[Opening Records provided section]

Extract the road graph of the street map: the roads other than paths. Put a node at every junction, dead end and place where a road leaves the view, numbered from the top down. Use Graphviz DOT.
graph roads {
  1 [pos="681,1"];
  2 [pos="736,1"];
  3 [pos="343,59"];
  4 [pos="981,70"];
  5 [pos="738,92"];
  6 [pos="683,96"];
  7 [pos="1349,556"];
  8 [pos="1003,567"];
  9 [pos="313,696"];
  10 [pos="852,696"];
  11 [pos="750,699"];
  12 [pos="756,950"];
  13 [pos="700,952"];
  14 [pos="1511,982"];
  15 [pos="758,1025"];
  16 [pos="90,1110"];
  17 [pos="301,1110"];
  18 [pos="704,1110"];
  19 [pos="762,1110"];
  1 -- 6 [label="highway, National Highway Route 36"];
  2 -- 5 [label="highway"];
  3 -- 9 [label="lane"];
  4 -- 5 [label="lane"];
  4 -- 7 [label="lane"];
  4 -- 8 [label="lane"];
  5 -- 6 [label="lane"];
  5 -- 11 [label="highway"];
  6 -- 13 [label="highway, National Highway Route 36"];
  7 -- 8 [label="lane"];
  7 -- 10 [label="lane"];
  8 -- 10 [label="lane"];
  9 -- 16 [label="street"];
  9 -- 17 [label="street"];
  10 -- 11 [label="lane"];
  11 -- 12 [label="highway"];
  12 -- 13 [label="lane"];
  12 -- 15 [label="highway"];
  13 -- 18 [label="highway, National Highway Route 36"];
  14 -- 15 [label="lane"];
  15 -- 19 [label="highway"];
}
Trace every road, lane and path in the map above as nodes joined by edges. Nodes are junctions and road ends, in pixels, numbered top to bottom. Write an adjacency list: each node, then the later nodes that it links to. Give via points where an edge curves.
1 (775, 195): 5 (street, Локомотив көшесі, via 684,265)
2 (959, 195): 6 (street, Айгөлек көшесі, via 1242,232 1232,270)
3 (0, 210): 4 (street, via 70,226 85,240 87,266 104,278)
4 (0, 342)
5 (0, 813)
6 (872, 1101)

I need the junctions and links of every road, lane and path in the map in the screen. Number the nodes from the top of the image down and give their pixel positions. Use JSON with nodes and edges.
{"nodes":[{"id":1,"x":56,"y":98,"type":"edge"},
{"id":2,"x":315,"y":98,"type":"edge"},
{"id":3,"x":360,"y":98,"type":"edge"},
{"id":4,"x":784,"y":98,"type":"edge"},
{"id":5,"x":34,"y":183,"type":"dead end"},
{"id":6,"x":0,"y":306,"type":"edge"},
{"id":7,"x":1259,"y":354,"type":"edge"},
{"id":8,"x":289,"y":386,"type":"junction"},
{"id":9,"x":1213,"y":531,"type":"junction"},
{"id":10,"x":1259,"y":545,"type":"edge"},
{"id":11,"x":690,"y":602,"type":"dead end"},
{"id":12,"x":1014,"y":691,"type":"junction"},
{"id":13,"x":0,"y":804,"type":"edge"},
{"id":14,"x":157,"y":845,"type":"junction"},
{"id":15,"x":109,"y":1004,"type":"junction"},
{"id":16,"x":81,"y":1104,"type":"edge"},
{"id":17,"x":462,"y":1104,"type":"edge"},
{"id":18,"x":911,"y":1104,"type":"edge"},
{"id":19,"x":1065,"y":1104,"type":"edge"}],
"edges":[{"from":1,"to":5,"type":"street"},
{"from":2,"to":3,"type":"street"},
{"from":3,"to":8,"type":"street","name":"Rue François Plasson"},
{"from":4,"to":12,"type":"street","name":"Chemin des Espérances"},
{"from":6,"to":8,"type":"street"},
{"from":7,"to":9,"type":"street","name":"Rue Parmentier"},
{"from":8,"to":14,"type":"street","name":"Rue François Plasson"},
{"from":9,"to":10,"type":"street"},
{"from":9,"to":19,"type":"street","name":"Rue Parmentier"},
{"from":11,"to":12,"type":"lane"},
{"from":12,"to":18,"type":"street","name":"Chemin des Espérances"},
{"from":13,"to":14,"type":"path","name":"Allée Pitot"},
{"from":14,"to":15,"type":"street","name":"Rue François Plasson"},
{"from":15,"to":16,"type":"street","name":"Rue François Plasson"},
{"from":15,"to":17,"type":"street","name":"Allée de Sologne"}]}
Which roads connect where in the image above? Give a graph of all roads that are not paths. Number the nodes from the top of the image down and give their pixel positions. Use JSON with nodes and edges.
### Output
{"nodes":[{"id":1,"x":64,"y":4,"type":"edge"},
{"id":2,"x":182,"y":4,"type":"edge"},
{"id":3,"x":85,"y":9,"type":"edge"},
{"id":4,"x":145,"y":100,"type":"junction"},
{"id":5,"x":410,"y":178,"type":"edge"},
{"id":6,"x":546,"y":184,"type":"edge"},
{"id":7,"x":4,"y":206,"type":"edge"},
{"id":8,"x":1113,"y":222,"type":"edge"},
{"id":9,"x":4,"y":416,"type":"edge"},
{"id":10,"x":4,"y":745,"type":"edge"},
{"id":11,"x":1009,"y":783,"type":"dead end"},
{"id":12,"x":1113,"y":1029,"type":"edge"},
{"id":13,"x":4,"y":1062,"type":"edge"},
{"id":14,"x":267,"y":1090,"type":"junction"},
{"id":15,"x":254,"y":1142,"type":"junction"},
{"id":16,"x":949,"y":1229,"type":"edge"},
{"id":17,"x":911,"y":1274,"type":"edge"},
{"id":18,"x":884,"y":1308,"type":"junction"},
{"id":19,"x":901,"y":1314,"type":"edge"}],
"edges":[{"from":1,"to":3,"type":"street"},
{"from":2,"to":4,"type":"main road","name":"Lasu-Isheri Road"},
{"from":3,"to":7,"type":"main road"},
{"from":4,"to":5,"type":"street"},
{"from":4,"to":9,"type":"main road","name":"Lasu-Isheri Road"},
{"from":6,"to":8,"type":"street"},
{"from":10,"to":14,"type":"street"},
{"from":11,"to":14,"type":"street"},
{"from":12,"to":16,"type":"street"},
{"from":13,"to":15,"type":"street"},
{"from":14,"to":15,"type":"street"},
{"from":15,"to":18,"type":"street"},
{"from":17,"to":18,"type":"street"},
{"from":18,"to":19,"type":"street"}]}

[Closing Records provided section]

:: The problem ::
Exactly reproduce every line of the data above.

:: Task solution ::
Extract the road graph of the street map: the roads other than paths. Put a node at every junction, dead end and place where a road leaves the view, numbered from the top down. Use Graphviz DOT.
graph roads {
  1 [pos="681,1"];
  2 [pos="736,1"];
  3 [pos="343,59"];
  4 [pos="981,70"];
  5 [pos="738,92"];
  6 [pos="683,96"];
  7 [pos="1349,556"];
  8 [pos="1003,567"];
  9 [pos="313,696"];
  10 [pos="852,696"];
  11 [pos="750,699"];
  12 [pos="756,950"];
  13 [pos="700,952"];
  14 [pos="1511,982"];
  15 [pos="758,1025"];
  16 [pos="90,1110"];
  17 [pos="301,1110"];
  18 [pos="704,1110"];
  19 [pos="762,1110"];
  1 -- 6 [label="highway, National Highway Route 36"];
  2 -- 5 [label="highway"];
  3 -- 9 [label="lane"];
  4 -- 5 [label="lane"];
  4 -- 7 [label="lane"];
  4 -- 8 [label="lane"];
  5 -- 6 [label="lane"];
  5 -- 11 [label="highway"];
  6 -- 13 [label="highway, National Highway Route 36"];
  7 -- 8 [label="lane"];
  7 -- 10 [label="lane"];
  8 -- 10 [label="lane"];
  9 -- 16 [label="street"];
  9 -- 17 [label="street"];
  10 -- 11 [label="lane"];
  11 -- 12 [label="highway"];
  12 -- 13 [label="lane"];
  12 -- 15 [label="highway"];
  13 -- 18 [label="highway, National Highway Route 36"];
  14 -- 15 [label="lane"];
  15 -- 19 [label="highway"];
}
Trace every road, lane and path in the map above as nodes joined by edges. Nodes are junctions and road ends, in pixels, numbered top to bottom. Write an adjacency list: each node, then the later nodes that it links to. Give via points where an edge curves.
1 (775, 195): 5 (street, Локомотив көшесі, via 684,265)
2 (959, 195): 6 (street, Айгөлек көшесі, via 1242,232 1232,270)
3 (0, 210): 4 (street, via 70,226 85,240 87,266 104,278)
4 (0, 342)
5 (0, 813)
6 (872, 1101)

I need the junctions and links of every road, lane and path in the map in the screen. Number the nodes from the top of the image down and give their pixel positions. Use JSON with nodes and edges.
{"nodes":[{"id":1,"x":56,"y":98,"type":"edge"},
{"id":2,"x":315,"y":98,"type":"edge"},
{"id":3,"x":360,"y":98,"type":"edge"},
{"id":4,"x":784,"y":98,"type":"edge"},
{"id":5,"x":34,"y":183,"type":"dead end"},
{"id":6,"x":0,"y":306,"type":"edge"},
{"id":7,"x":1259,"y":354,"type":"edge"},
{"id":8,"x":289,"y":386,"type":"junction"},
{"id":9,"x":1213,"y":531,"type":"junction"},
{"id":10,"x":1259,"y":545,"type":"edge"},
{"id":11,"x":690,"y":602,"type":"dead end"},
{"id":12,"x":1014,"y":691,"type":"junction"},
{"id":13,"x":0,"y":804,"type":"edge"},
{"id":14,"x":157,"y":845,"type":"junction"},
{"id":15,"x":109,"y":1004,"type":"junction"},
{"id":16,"x":81,"y":1104,"type":"edge"},
{"id":17,"x":462,"y":1104,"type":"edge"},
{"id":18,"x":911,"y":1104,"type":"edge"},
{"id":19,"x":1065,"y":1104,"type":"edge"}],
"edges":[{"from":1,"to":5,"type":"street"},
{"from":2,"to":3,"type":"street"},
{"from":3,"to":8,"type":"street","name":"Rue François Plasson"},
{"from":4,"to":12,"type":"street","name":"Chemin des Espérances"},
{"from":6,"to":8,"type":"street"},
{"from":7,"to":9,"type":"street","name":"Rue Parmentier"},
{"from":8,"to":14,"type":"street","name":"Rue François Plasson"},
{"from":9,"to":10,"type":"street"},
{"from":9,"to":19,"type":"street","name":"Rue Parmentier"},
{"from":11,"to":12,"type":"lane"},
{"from":12,"to":18,"type":"street","name":"Chemin des Espérances"},
{"from":13,"to":14,"type":"path","name":"Allée Pitot"},
{"from":14,"to":15,"type":"street","name":"Rue François Plasson"},
{"from":15,"to":16,"type":"street","name":"Rue François Plasson"},
{"from":15,"to":17,"type":"street","name":"Allée de Sologne"}]}
Which roads connect where in the image above? Give a graph of all roads that are not paths. Number the nodes from the top of the image down and give their pixel positions. Use JSON with nodes and edges.
### Output
{"nodes":[{"id":1,"x":64,"y":4,"type":"edge"},
{"id":2,"x":182,"y":4,"type":"edge"},
{"id":3,"x":85,"y":9,"type":"edge"},
{"id":4,"x":145,"y":100,"type":"junction"},
{"id":5,"x":410,"y":178,"type":"edge"},
{"id":6,"x":546,"y":184,"type":"edge"},
{"id":7,"x":4,"y":206,"type":"edge"},
{"id":8,"x":1113,"y":222,"type":"edge"},
{"id":9,"x":4,"y":416,"type":"edge"},
{"id":10,"x":4,"y":745,"type":"edge"},
{"id":11,"x":1009,"y":783,"type":"dead end"},
{"id":12,"x":1113,"y":1029,"type":"edge"},
{"id":13,"x":4,"y":1062,"type":"edge"},
{"id":14,"x":267,"y":1090,"type":"junction"},
{"id":15,"x":254,"y":1142,"type":"junction"},
{"id":16,"x":949,"y":1229,"type":"edge"},
{"id":17,"x":911,"y":1274,"type":"edge"},
{"id":18,"x":884,"y":1308,"type":"junction"},
{"id":19,"x":901,"y":1314,"type":"edge"}],
"edges":[{"from":1,"to":3,"type":"street"},
{"from":2,"to":4,"type":"main road","name":"Lasu-Isheri Road"},
{"from":3,"to":7,"type":"main road"},
{"from":4,"to":5,"type":"street"},
{"from":4,"to":9,"type":"main road","name":"Lasu-Isheri Road"},
{"from":6,"to":8,"type":"street"},
{"from":10,"to":14,"type":"street"},
{"from":11,"to":14,"type":"street"},
{"from":12,"to":16,"type":"street"},
{"from":13,"to":15,"type":"street"},
{"from":14,"to":15,"type":"street"},
{"from":15,"to":18,"type":"street"},
{"from":17,"to":18,"type":"street"},
{"from":18,"to":19,"type":"street"}]}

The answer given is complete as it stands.